[Extracted material]

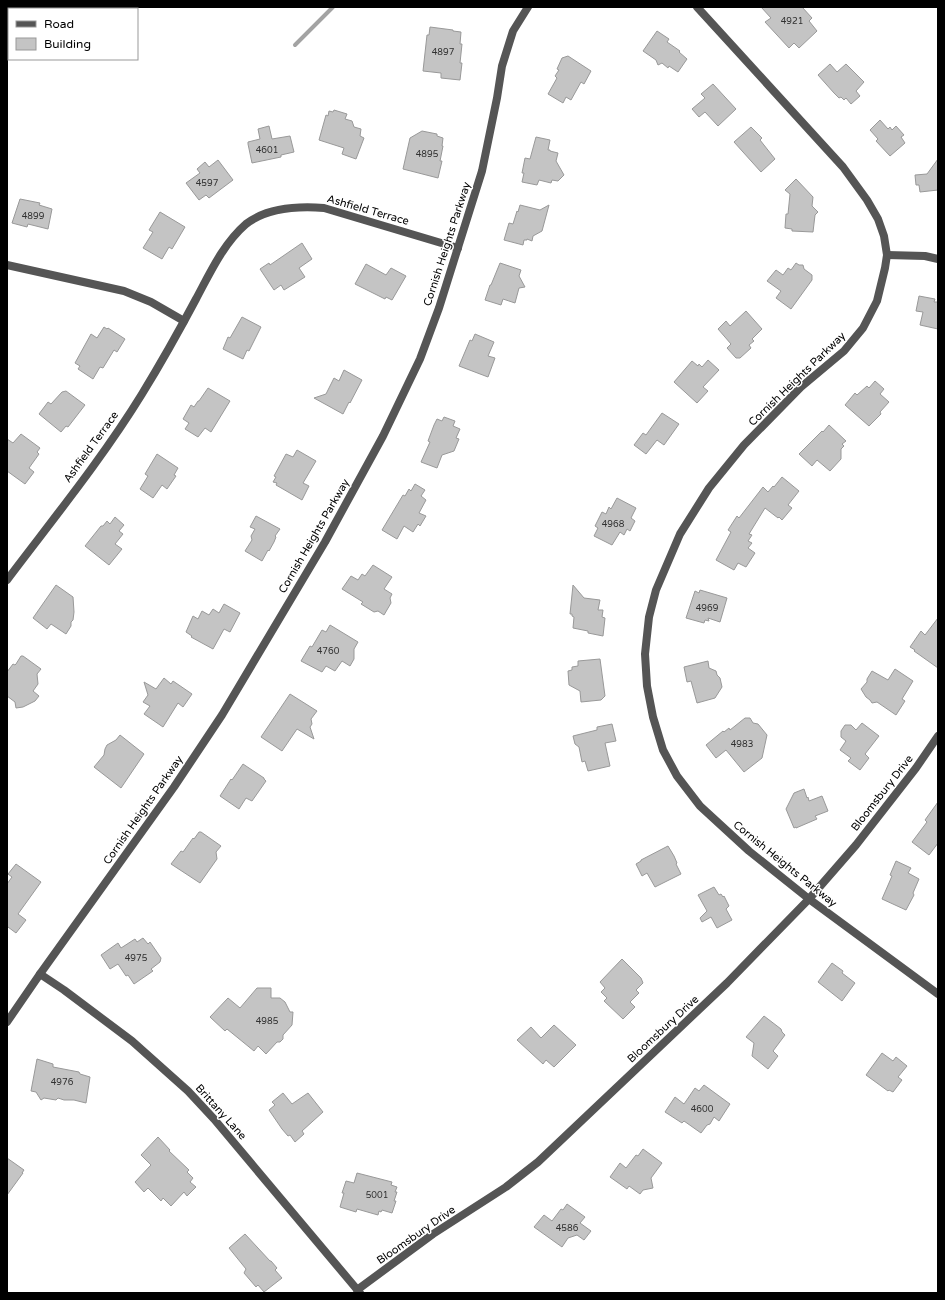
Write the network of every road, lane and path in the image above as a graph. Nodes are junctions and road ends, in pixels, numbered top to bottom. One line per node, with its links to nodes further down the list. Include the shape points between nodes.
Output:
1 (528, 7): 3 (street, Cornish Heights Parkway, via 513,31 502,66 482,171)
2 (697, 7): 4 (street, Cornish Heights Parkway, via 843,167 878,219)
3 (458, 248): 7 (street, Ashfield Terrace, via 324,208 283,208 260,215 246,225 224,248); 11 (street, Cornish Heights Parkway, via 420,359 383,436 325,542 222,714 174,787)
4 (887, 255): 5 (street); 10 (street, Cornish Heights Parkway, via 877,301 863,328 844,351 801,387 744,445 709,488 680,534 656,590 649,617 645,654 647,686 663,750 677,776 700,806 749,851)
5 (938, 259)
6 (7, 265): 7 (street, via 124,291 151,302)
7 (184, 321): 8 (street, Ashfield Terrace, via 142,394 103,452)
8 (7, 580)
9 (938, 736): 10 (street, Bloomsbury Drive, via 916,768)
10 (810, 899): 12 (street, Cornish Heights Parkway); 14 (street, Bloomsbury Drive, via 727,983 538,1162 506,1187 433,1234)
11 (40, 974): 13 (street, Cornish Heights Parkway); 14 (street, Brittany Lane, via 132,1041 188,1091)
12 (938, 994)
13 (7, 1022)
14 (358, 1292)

[/Extracted material]
[Extracted material]

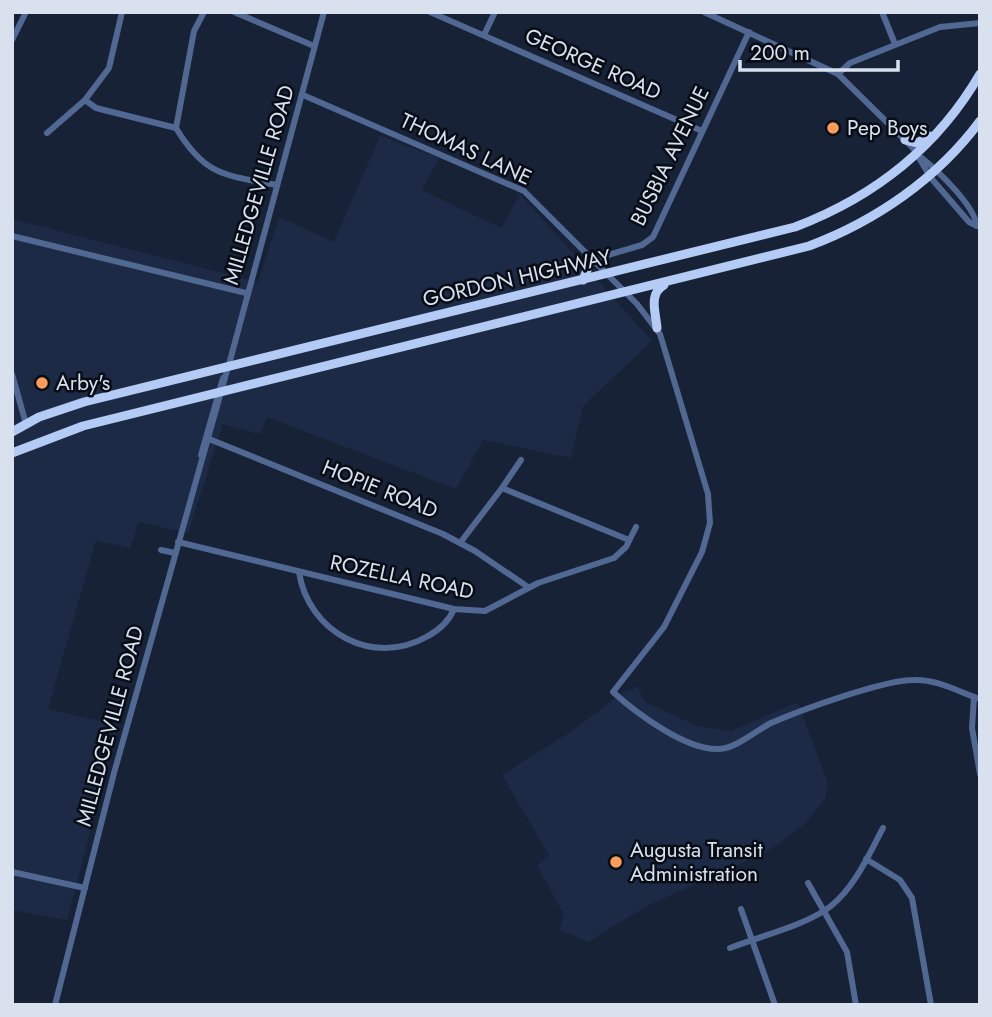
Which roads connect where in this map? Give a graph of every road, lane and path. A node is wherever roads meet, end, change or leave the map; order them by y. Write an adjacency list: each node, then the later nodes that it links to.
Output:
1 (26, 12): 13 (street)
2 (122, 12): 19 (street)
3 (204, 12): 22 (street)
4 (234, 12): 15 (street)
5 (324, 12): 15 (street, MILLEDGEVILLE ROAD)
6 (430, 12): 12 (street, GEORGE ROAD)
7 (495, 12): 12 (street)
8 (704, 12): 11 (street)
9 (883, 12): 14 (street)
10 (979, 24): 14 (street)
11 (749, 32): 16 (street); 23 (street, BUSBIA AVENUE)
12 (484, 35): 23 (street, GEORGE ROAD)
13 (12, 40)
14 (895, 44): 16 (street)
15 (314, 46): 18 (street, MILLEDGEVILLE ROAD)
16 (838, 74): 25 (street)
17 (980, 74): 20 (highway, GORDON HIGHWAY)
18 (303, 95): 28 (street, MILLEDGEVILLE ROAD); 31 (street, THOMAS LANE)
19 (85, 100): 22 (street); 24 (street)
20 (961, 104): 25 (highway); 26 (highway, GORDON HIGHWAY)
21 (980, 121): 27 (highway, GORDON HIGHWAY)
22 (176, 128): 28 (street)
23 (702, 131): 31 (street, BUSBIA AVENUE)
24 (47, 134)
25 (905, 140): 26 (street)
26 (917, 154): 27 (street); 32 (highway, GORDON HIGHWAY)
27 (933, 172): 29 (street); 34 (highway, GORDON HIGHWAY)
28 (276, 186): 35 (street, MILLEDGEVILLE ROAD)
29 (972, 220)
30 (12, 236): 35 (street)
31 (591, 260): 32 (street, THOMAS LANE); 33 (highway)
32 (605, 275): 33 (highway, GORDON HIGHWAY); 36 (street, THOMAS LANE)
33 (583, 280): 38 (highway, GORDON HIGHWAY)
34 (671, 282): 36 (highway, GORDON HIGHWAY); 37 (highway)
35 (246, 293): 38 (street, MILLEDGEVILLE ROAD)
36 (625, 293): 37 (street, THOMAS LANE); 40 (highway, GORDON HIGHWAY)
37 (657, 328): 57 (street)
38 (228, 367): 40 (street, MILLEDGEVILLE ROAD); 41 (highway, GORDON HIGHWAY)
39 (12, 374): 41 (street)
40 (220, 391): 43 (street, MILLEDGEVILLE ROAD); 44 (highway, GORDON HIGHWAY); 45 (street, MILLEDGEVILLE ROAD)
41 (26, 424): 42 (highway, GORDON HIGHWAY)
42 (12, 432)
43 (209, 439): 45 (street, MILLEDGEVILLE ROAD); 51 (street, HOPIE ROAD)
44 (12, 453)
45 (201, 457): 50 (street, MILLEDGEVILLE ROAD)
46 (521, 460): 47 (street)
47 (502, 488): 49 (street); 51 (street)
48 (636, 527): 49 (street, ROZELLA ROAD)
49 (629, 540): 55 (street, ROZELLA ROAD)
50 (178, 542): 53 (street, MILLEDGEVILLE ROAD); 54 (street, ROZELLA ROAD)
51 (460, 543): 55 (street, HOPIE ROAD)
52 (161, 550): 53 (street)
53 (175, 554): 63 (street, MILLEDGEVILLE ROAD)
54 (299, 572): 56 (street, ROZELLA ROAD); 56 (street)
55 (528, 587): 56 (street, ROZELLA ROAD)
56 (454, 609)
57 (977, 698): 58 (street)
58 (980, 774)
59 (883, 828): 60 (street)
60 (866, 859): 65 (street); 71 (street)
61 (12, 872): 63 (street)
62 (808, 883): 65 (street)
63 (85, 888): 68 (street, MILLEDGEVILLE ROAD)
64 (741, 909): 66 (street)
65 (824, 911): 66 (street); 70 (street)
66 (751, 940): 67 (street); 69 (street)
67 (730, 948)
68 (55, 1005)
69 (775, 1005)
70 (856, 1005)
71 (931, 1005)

[/Extracted material]

**Task to carry out:** Copy out each line of the data that has the word "links" in it.

**The completed task:**
Write the network of every road, lane and path in the image above as a graph. Nodes are junctions and road ends, in pixels, numbered top to bottom. One line per node, with its links to nodes further down the list. Include the shape points between nodes.
Which roads connect where in this map? Give a graph of every road, lane and path. A node is wherever roads meet, end, change or leave the map; order them by y. Write an adjacency list: each node, then the later nodes that it links to.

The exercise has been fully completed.